The Brazil Senate Economic Affairs Committee has given the green light to a progressive tax increase on gambling operators, a move set to incrementally lift the tax rate from 12% to 18% by 2028. This decision, finalized on Tuesday, marks a significant shift in Brazil’s fiscal approach towards the gambling industry, with the Senate committee approving the bill, known as PL 5,473.2025, by a decisive vote of 23 to one.
As outlined in the bill, gambling operators will first see the tax rate rise to 15% in 2026 and 2027, before reaching the 18% threshold in 2028. The additional revenue generated from this tax hike is earmarked primarily for enhancing social security, with a special emphasis on boosting the health sector’s budget. In the interim period of 2026 to 2028, there is also provision for the federal government to allocate these new funds to states, the federal district, or municipalities, as deemed necessary.
The initial proposal set the tax at a hefty 24%, a rate that stirred considerable debate. Senator Eduardo Braga voiced concerns that such a steep increase could inadvertently fuel the illegal gambling market, which would continue to operate untaxed and unfettered. The senator warned, “Our concern is that the intended increase, which abruptly doubles the current percentage, will harm already legalised companies, while irregular ones will continue to operate with impunity and without paying a single cent to the public coffers.”
Following its approval by the CAE, the bill now advances to the Chamber of Deputies for the final stamp of approval. Should it pass, the new tax structure is slated to come into effect from the first day of the fourth month post-publication.

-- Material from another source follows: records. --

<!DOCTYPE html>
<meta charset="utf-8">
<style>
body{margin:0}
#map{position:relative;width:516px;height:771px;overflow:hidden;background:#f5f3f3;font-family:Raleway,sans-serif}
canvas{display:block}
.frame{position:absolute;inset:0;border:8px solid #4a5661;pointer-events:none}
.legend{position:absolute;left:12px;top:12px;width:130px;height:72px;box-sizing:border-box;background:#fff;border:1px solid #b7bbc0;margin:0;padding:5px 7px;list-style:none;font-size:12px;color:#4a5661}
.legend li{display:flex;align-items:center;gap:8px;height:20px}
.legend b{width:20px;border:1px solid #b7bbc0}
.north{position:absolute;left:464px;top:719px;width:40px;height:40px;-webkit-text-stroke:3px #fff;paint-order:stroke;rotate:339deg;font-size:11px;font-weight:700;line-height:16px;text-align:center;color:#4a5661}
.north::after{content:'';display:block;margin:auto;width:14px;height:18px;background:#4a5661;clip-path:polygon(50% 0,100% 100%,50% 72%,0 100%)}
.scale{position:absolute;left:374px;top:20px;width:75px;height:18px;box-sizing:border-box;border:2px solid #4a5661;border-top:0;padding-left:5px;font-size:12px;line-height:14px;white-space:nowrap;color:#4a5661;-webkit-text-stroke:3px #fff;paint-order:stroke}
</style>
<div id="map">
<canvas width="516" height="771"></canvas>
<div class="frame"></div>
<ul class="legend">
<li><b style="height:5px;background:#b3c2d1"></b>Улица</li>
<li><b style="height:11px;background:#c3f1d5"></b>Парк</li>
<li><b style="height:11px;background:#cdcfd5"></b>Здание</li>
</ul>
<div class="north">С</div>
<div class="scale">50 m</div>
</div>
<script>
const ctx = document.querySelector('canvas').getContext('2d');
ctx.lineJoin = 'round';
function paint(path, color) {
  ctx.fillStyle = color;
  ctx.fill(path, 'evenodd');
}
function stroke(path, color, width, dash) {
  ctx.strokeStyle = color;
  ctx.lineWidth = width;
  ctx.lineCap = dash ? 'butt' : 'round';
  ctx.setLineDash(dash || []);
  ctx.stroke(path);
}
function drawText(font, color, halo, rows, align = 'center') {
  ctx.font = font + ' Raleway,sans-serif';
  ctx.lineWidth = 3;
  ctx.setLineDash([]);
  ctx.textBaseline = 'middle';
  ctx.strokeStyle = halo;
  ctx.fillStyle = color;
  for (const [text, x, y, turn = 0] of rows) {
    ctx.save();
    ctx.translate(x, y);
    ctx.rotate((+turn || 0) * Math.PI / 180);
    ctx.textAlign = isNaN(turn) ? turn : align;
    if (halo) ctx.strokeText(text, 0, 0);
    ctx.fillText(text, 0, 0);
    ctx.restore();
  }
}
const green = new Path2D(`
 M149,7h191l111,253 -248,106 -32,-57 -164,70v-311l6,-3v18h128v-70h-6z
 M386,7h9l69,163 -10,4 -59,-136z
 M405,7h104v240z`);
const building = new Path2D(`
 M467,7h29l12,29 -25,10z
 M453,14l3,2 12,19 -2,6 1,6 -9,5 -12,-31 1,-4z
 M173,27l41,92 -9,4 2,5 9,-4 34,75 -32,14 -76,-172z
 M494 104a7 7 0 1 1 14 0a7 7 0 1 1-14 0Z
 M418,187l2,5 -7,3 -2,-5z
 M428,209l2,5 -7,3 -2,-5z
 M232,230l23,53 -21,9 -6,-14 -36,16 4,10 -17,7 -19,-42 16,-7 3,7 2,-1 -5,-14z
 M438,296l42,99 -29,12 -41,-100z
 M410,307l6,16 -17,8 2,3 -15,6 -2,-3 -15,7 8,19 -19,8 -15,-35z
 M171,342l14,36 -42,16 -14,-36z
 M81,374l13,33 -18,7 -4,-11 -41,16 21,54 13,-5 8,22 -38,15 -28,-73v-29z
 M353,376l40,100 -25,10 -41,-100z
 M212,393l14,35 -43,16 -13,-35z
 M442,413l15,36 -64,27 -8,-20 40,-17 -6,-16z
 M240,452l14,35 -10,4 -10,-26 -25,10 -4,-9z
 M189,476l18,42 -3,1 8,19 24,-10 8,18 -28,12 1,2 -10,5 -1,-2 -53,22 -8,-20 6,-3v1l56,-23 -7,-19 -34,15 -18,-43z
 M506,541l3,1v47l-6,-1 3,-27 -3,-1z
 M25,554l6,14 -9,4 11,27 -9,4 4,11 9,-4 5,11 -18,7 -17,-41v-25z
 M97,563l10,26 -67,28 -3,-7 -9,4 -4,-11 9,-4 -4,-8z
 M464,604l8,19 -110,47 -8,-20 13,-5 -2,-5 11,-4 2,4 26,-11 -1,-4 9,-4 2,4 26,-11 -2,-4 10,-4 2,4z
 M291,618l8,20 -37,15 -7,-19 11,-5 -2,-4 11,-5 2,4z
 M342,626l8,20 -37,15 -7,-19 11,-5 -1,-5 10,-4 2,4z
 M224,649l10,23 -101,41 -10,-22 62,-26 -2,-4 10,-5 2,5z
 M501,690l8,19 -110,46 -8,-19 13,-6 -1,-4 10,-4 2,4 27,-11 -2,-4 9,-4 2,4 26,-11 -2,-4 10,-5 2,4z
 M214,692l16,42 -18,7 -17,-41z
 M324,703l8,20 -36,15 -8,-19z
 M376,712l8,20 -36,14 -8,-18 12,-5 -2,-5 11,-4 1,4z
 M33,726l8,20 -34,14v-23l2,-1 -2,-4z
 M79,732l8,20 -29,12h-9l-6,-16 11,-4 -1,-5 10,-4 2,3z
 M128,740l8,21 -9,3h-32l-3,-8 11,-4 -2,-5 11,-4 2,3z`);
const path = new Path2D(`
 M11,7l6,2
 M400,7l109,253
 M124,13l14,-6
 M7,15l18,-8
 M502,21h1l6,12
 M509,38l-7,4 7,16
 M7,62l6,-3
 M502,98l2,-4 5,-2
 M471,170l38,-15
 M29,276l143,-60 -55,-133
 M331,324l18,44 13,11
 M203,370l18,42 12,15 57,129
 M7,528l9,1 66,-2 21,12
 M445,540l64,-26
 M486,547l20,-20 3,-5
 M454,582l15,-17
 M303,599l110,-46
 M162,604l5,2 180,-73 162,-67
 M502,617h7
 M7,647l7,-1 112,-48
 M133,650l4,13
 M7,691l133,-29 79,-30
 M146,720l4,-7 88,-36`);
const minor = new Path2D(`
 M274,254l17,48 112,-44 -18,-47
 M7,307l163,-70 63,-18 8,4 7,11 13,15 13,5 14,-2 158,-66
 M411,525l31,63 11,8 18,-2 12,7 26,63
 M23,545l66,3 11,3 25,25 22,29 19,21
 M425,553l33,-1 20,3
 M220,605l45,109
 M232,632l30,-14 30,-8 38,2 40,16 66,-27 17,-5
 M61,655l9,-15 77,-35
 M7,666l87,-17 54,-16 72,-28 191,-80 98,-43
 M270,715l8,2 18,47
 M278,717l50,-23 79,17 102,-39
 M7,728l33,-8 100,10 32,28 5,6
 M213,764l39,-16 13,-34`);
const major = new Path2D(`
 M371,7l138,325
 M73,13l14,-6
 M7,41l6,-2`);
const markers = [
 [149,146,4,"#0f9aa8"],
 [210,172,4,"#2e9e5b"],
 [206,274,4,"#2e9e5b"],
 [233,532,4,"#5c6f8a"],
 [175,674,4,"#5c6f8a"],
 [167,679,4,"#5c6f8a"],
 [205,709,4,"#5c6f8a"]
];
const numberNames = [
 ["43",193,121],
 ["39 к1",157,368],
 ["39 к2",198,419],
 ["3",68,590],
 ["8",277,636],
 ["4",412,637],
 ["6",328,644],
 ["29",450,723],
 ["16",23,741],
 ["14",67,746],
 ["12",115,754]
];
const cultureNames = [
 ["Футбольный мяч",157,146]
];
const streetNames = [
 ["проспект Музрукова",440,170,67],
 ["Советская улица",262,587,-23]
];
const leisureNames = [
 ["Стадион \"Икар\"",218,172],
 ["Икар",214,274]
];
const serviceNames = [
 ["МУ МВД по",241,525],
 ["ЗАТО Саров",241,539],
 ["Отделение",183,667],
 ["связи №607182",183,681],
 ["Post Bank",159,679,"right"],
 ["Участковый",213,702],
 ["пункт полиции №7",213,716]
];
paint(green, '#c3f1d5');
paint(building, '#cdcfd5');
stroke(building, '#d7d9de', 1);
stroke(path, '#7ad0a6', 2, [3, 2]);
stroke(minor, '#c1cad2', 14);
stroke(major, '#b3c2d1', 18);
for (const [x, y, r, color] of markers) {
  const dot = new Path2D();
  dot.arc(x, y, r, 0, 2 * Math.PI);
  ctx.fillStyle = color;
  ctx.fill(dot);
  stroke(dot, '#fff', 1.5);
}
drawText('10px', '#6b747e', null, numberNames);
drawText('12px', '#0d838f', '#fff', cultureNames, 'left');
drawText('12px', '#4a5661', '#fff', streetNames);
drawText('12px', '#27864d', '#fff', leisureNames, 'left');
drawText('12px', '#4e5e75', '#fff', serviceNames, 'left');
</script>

This legislative push comes as President Lula’s administration braces for the upcoming general election, with a clear intent to shore up fiscal revenues by targeting the gambling sector. The government recently faced a setback when its provisional measure to hike the gambling tax by 50% failed to pass. This defeat has spurred a renewed urgency within the administration to secure increased taxes from the sector, seen as a politically advantageous move in a country with a conservative tilt.
Elvis Lourenço, a respected Brazilian iGaming analyst, suggests that the current administration’s fast-tracked efforts to enforce this tax rise stem partly from the embarrassment of the previous failure. He remarked, “That’s the main reason that they struck back so fast, because it was embarrassing for them.” In a country where such economic measures can sway public opinion, the administration is eager to demonstrate fiscal responsibility by targeting what is perceived as the affluent gambling industry, thus bolstering its electoral appeal.
Despite the government’s determination, the debate is far from settled. Critics argue that the increased tax burden could stifle legal gambling operators and inadvertently drive consumers to the underground market, thereby reducing the overall tax intake. Proponents, on the other hand, argue that the increased revenues are vital for addressing the country’s pressing social needs.
Looking at the broader economic landscape, Brazil’s move mirrors global trends where governments are re-evaluating gambling taxes as an untapped revenue source. Similar strategies have been observed in European countries, where gambling tax hikes are often justified on social grounds, though they come with the risk of driving industry players offshore. In Brazil, where the gambling industry is still relatively nascent, the careful balancing of tax rates is crucial to fostering a sustainable market that can contribute to public finances without stifling growth.
Moreover, the international gaming community is closely observing these developments, as Brazil represents a significant emerging market with immense potential. The outcome of this legislative process could set a precedent that influences other jurisdictions in Latin America, potentially leading to a regional shift in how gambling is taxed and regulated.
In conclusion, while the proposed tax hikes on Brazil’s gambling operators aim to bolster social security funding, the path forward involves navigating complex economic and political landscapes. As the bill makes its way through legislative corridors, stakeholders across the spectrum are keenly awaiting the final decisions, aware of the profound implications for Brazil’s fiscal health and the future of its gambling industry.